**Material shown**
--- START ---

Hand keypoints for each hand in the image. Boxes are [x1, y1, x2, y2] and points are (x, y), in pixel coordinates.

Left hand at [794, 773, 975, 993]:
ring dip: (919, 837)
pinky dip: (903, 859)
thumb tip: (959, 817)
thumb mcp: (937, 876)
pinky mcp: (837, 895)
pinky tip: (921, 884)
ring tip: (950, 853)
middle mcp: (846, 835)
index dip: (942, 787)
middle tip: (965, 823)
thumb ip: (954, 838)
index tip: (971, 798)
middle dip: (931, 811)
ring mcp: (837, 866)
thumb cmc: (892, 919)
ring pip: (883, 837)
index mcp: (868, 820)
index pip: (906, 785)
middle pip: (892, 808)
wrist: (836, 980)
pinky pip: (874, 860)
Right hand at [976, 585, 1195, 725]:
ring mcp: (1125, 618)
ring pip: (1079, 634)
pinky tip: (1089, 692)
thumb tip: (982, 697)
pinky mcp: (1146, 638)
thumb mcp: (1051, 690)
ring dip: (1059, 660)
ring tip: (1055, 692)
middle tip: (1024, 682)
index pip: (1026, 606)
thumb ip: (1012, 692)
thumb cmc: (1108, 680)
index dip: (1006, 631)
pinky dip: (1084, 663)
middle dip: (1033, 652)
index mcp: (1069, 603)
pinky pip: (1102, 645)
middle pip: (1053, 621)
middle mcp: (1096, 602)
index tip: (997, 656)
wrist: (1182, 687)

--- END ---
--- START ---

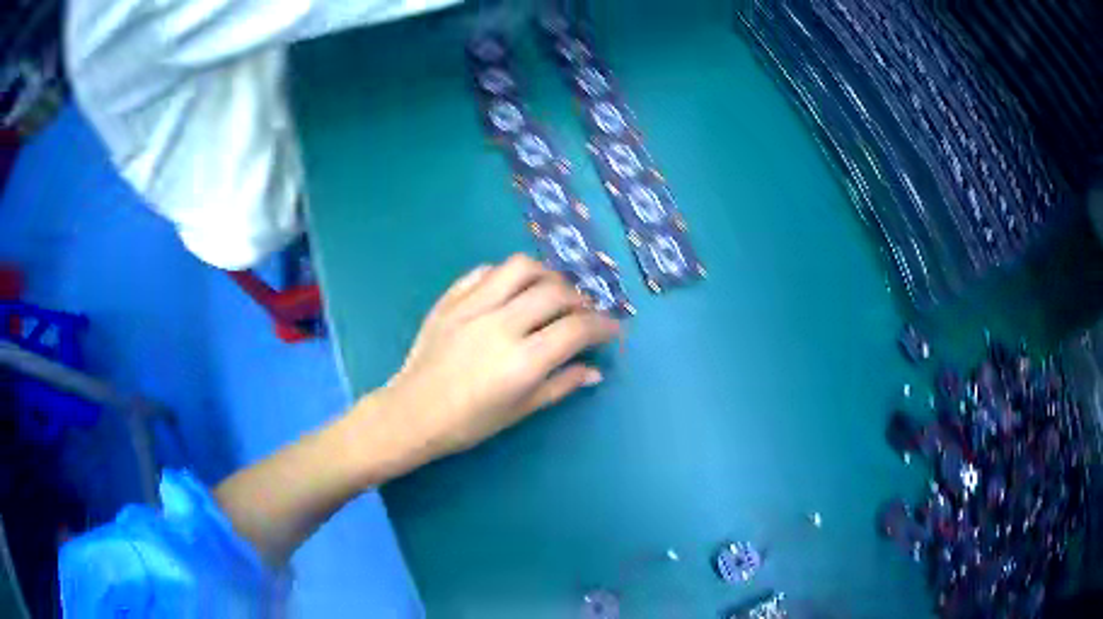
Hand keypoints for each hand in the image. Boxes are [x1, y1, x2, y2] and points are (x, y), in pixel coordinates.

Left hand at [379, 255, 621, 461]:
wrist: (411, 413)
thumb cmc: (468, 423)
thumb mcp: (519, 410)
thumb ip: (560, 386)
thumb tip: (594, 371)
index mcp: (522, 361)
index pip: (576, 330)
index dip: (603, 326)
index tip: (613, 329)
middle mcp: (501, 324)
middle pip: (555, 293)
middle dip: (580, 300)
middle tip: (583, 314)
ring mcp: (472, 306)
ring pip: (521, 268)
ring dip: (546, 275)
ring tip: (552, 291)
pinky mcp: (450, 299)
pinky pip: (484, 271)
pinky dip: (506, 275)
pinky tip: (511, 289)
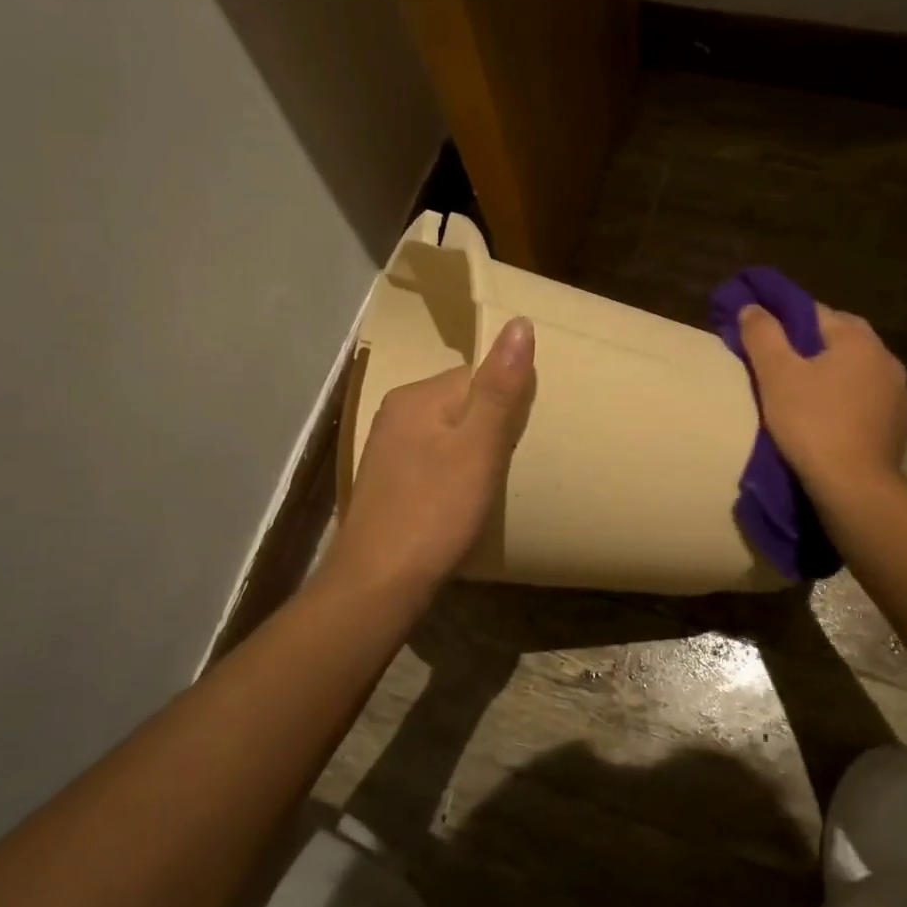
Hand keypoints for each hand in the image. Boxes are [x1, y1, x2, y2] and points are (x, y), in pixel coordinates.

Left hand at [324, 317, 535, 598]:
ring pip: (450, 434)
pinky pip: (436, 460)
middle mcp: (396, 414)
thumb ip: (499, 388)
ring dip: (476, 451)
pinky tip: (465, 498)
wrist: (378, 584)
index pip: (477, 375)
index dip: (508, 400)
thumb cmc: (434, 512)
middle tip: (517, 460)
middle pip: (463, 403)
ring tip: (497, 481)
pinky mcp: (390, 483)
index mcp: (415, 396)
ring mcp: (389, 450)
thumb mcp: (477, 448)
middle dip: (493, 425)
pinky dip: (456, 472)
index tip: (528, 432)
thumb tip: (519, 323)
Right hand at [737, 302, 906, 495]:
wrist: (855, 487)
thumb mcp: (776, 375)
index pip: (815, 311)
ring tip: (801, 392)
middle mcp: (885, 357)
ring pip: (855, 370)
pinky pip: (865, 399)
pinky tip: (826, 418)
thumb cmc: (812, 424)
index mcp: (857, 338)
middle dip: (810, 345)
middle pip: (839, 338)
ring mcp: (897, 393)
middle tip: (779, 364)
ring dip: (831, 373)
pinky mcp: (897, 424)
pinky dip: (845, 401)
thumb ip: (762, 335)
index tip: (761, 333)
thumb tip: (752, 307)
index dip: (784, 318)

--- END ---

**Task to carry out**
Only the lines above starting at the one containing "pinky mcp: (1146, 638)" and ending at the one containing "wrist: (1182, 687)", both included, are to be returned, exactly as they read.

**Written answer**
pinky mcp: (1146, 638)
thumb mcp: (1051, 690)
ring dip: (1059, 660)
ring tip: (1055, 692)
middle tip: (1024, 682)
index pip: (1026, 606)
thumb ip: (1012, 692)
thumb cmc: (1108, 680)
index dip: (1006, 631)
pinky dip: (1084, 663)
middle dip: (1033, 652)
index mcp: (1069, 603)
pinky pip: (1102, 645)
middle pip: (1053, 621)
middle mcp: (1096, 602)
index tip: (997, 656)
wrist: (1182, 687)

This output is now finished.